• **EXERCISE DETAILS**
Your task is to repeat the records exactly from the line containing "ring tip: (1106, 1029)" onward, through the final line.

(Pose landmark coordinates)

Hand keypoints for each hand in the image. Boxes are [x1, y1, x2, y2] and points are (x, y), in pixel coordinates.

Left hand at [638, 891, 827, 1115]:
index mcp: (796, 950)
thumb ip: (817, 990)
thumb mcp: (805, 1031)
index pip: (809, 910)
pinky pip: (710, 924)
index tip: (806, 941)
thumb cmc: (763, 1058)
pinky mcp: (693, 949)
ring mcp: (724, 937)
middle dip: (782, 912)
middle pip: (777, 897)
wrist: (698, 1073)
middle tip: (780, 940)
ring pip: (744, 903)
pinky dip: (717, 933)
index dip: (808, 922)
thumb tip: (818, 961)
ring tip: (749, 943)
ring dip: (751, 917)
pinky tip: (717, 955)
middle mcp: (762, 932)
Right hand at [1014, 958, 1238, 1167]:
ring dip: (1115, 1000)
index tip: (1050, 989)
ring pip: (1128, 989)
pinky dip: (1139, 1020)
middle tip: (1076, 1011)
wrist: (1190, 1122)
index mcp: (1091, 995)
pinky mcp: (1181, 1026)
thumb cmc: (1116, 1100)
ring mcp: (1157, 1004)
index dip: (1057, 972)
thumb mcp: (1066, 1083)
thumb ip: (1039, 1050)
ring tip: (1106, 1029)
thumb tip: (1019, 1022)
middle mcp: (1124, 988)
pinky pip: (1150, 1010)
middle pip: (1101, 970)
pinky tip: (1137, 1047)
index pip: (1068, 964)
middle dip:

• **COMPLETED EXERCISE**
ring tip: (1106, 1029)
thumb tip: (1019, 1022)
middle mcp: (1124, 988)
pinky pip: (1150, 1010)
middle pip: (1101, 970)
pinky tip: (1137, 1047)
index pip: (1068, 964)
middle dip:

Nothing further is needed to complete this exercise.